• _Assigned task_:
Check each line of the material below for the word "main". Say how many lines have it, and nothing else.

• _Input_:

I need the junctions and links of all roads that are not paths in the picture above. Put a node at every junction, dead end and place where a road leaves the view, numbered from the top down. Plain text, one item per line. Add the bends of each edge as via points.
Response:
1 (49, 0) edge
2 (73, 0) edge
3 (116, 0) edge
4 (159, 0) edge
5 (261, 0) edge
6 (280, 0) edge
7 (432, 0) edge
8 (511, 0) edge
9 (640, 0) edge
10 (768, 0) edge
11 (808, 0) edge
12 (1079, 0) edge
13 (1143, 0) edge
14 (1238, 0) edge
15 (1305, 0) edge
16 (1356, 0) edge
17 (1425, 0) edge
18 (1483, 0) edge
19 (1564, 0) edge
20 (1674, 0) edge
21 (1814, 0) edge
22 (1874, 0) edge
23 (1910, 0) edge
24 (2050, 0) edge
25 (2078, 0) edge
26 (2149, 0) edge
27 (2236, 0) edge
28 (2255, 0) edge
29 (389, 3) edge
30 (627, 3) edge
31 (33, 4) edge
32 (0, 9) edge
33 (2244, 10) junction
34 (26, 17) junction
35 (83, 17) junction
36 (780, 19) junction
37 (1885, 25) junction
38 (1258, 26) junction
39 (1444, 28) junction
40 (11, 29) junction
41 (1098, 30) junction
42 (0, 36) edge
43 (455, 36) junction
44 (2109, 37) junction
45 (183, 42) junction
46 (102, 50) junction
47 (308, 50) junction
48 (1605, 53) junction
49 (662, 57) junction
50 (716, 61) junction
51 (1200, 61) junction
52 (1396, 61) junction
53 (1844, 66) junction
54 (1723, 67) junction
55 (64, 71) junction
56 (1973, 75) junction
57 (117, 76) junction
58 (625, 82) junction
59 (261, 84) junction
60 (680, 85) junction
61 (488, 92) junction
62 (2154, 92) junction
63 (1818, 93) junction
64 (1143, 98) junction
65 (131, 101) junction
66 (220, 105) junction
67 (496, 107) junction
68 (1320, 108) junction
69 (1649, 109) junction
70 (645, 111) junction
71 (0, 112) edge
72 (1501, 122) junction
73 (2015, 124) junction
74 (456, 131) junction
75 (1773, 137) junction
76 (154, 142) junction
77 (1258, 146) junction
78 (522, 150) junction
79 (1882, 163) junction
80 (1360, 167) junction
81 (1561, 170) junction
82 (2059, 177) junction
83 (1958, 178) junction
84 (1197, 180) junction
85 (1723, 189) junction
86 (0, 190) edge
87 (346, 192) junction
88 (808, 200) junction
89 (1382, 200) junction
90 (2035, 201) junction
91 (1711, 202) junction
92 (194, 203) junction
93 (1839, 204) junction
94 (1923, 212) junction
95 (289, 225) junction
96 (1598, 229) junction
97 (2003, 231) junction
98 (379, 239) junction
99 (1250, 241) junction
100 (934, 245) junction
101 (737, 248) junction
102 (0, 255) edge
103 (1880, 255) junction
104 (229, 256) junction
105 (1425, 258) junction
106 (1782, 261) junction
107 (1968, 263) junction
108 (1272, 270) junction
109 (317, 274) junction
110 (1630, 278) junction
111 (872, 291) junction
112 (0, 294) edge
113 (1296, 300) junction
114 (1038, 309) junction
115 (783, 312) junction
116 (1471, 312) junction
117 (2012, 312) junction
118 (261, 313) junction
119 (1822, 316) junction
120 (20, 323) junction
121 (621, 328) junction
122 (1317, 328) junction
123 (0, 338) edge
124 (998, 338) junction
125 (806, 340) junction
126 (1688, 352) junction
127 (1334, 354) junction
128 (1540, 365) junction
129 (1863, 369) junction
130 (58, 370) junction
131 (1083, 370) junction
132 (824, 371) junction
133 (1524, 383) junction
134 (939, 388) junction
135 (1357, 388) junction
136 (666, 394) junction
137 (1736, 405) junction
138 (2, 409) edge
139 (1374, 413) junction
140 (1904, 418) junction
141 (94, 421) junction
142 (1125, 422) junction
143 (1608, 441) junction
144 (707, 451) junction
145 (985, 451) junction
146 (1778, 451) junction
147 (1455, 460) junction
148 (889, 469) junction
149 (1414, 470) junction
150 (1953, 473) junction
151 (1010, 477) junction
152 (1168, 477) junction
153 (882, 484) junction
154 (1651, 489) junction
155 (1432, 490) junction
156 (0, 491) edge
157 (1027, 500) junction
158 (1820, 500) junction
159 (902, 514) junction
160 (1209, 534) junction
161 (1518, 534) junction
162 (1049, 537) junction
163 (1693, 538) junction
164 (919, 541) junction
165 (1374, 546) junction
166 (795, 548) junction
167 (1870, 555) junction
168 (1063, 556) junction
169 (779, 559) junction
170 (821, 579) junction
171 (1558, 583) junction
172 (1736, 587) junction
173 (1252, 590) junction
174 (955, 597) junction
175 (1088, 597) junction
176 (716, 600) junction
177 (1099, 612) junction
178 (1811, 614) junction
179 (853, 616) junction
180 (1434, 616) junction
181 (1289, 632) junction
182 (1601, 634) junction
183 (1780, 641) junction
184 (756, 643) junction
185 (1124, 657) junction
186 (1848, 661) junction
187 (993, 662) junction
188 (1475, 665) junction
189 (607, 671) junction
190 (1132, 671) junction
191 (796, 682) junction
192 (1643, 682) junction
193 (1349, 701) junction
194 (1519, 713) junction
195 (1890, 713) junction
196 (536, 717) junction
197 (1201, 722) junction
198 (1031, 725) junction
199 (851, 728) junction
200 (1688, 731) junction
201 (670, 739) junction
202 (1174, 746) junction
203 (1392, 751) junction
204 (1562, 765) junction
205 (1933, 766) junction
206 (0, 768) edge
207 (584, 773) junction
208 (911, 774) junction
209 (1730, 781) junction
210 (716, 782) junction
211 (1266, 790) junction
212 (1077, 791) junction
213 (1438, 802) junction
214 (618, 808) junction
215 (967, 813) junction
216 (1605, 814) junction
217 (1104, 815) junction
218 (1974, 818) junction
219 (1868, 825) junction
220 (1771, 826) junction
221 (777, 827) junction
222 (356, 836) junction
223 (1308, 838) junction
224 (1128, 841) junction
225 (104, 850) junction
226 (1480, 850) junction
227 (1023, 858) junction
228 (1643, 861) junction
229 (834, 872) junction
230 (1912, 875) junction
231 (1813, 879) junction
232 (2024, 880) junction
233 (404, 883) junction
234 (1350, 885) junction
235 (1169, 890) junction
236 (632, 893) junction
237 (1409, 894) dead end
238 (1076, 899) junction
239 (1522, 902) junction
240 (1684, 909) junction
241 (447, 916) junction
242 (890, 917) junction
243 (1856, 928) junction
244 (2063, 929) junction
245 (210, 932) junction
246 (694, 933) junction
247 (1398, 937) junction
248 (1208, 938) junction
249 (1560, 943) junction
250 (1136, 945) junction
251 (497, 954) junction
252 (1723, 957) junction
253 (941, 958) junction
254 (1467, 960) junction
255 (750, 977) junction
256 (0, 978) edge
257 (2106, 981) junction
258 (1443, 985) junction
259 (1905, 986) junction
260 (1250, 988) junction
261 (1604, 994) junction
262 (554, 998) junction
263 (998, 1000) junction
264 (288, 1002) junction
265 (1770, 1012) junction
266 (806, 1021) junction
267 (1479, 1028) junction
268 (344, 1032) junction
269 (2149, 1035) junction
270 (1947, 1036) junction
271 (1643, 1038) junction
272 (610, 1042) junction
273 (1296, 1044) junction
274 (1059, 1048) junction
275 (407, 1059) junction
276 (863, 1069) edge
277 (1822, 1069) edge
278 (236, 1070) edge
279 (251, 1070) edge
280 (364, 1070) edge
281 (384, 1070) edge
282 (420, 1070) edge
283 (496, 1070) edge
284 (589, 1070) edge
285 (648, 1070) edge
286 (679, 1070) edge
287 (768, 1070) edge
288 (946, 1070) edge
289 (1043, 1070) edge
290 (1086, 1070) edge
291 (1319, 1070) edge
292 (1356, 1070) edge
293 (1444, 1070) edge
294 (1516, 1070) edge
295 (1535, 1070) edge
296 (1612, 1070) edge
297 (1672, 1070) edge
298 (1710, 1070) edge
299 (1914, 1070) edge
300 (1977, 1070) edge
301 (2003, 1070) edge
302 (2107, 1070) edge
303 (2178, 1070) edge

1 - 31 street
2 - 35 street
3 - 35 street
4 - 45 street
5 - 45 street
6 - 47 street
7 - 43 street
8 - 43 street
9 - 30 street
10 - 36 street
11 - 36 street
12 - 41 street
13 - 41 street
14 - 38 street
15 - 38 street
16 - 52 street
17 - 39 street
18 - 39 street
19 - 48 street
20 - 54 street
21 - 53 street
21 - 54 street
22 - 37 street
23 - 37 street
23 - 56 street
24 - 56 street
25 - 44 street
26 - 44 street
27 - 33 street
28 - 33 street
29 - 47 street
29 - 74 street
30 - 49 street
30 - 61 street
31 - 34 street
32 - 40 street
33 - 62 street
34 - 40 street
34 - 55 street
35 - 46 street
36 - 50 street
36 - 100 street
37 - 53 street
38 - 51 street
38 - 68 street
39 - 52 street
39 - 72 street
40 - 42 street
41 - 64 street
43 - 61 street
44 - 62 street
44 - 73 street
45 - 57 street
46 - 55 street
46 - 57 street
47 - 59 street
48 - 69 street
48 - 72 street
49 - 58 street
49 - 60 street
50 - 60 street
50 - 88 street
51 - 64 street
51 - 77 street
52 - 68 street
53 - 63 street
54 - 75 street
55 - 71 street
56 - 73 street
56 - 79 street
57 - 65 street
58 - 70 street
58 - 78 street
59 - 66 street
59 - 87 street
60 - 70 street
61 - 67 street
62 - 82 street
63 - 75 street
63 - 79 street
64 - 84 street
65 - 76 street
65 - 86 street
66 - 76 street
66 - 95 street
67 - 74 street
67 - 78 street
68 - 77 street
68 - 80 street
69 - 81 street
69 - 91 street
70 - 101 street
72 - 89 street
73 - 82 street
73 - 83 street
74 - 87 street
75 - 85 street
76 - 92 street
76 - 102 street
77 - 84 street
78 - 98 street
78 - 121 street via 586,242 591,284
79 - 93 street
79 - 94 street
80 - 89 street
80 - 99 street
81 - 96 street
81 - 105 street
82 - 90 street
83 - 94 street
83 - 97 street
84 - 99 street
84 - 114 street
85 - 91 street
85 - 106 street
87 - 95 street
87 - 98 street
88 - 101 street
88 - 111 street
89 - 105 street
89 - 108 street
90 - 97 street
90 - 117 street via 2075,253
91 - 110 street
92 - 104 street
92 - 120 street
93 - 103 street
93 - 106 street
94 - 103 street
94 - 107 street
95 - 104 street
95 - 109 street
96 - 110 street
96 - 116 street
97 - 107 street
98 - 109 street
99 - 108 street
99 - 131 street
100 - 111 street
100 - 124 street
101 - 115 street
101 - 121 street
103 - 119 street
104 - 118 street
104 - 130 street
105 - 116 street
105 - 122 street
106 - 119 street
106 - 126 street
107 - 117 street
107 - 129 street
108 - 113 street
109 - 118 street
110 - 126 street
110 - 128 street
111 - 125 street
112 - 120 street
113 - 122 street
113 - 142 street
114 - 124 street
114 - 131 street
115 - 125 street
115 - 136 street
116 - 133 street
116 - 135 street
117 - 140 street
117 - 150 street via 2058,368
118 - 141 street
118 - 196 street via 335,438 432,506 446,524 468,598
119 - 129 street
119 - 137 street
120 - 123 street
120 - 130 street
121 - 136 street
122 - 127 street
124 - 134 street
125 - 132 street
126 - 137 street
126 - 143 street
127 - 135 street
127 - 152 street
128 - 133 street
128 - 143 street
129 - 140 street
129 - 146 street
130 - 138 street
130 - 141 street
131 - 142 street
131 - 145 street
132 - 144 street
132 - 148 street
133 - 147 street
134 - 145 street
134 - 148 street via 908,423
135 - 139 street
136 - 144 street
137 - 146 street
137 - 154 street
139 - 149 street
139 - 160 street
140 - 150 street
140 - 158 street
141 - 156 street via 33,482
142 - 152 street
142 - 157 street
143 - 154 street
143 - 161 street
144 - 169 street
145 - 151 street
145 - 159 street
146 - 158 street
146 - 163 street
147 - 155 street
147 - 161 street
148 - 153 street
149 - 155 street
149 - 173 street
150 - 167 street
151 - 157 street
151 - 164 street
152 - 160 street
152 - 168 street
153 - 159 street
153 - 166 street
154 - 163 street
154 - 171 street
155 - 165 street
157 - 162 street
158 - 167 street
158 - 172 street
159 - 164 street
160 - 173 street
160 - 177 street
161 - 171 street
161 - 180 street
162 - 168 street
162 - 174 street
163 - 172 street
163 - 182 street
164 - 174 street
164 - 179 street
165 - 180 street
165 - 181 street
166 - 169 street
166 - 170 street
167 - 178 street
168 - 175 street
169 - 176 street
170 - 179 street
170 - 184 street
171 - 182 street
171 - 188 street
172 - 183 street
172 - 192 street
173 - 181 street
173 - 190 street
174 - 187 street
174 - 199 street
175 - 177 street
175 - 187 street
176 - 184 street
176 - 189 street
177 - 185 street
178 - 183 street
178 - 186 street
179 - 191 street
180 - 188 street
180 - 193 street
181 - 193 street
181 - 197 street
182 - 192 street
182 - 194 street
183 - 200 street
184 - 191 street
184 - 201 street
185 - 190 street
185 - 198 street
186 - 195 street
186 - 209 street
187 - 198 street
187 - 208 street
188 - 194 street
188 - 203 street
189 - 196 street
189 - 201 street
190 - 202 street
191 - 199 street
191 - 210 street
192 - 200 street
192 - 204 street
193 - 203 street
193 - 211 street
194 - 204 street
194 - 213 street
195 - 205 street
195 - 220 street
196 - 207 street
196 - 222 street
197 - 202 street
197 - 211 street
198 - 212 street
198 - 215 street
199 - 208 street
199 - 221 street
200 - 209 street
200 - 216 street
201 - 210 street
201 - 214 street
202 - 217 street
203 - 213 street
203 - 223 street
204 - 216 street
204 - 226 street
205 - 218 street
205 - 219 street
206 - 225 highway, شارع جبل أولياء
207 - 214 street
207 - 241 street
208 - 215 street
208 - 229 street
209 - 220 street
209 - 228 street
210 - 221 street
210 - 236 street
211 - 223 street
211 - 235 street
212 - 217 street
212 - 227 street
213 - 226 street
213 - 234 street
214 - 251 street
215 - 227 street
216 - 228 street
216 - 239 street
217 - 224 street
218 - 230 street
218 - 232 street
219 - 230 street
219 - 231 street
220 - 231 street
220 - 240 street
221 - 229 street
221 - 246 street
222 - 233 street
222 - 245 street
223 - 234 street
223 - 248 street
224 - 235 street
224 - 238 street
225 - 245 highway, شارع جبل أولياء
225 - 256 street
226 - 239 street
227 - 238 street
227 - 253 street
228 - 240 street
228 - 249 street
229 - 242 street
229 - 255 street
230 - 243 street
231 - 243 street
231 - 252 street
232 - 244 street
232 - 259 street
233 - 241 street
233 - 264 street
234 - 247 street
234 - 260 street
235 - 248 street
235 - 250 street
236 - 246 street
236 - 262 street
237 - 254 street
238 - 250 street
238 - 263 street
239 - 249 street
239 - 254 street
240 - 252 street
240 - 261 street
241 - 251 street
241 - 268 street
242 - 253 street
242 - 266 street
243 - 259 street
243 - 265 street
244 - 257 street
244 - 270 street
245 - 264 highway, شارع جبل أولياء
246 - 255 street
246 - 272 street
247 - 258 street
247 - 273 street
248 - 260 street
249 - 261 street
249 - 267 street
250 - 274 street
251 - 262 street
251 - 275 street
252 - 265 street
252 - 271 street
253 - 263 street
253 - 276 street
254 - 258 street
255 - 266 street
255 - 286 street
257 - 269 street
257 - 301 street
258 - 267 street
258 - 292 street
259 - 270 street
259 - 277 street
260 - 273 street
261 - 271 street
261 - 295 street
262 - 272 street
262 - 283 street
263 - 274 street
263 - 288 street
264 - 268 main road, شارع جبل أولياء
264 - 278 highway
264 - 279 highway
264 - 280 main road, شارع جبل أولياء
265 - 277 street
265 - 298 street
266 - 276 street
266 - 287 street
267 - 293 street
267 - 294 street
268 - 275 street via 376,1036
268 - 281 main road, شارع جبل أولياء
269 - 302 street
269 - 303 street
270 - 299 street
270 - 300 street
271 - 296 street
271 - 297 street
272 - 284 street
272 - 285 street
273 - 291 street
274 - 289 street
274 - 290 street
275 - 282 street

• _Answer section_:
3